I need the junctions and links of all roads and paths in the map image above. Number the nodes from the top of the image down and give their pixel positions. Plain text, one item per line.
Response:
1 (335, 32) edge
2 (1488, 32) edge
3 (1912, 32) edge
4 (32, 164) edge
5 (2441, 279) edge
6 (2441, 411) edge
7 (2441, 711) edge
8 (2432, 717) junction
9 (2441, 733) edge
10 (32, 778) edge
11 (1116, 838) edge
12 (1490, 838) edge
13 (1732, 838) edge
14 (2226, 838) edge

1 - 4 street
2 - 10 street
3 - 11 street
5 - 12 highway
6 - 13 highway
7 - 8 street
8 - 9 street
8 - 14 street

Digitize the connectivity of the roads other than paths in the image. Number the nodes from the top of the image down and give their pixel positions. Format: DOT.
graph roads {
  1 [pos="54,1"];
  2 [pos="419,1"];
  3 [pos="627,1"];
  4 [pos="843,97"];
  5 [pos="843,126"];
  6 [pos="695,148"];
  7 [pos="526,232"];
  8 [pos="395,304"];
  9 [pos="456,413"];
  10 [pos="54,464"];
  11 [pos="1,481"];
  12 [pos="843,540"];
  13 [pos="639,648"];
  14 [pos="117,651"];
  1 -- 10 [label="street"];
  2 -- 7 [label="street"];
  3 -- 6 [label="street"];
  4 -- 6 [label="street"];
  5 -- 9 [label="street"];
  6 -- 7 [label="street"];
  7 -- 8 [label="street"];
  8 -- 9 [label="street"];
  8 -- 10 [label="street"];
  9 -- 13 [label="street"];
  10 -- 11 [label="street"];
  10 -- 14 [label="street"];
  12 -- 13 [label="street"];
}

--------------------

Instructions to follow -
Give all of the entries again, word for word.

Answer space -
I need the junctions and links of all roads and paths in the map image above. Number the nodes from the top of the image down and give their pixel positions. Plain text, one item per line.
Response:
1 (335, 32) edge
2 (1488, 32) edge
3 (1912, 32) edge
4 (32, 164) edge
5 (2441, 279) edge
6 (2441, 411) edge
7 (2441, 711) edge
8 (2432, 717) junction
9 (2441, 733) edge
10 (32, 778) edge
11 (1116, 838) edge
12 (1490, 838) edge
13 (1732, 838) edge
14 (2226, 838) edge

1 - 4 street
2 - 10 street
3 - 11 street
5 - 12 highway
6 - 13 highway
7 - 8 street
8 - 9 street
8 - 14 street

Digitize the connectivity of the roads other than paths in the image. Number the nodes from the top of the image down and give their pixel positions. Format: DOT.
graph roads {
  1 [pos="54,1"];
  2 [pos="419,1"];
  3 [pos="627,1"];
  4 [pos="843,97"];
  5 [pos="843,126"];
  6 [pos="695,148"];
  7 [pos="526,232"];
  8 [pos="395,304"];
  9 [pos="456,413"];
  10 [pos="54,464"];
  11 [pos="1,481"];
  12 [pos="843,540"];
  13 [pos="639,648"];
  14 [pos="117,651"];
  1 -- 10 [label="street"];
  2 -- 7 [label="street"];
  3 -- 6 [label="street"];
  4 -- 6 [label="street"];
  5 -- 9 [label="street"];
  6 -- 7 [label="street"];
  7 -- 8 [label="street"];
  8 -- 9 [label="street"];
  8 -- 10 [label="street"];
  9 -- 13 [label="street"];
  10 -- 11 [label="street"];
  10 -- 14 [label="street"];
  12 -- 13 [label="street"];
}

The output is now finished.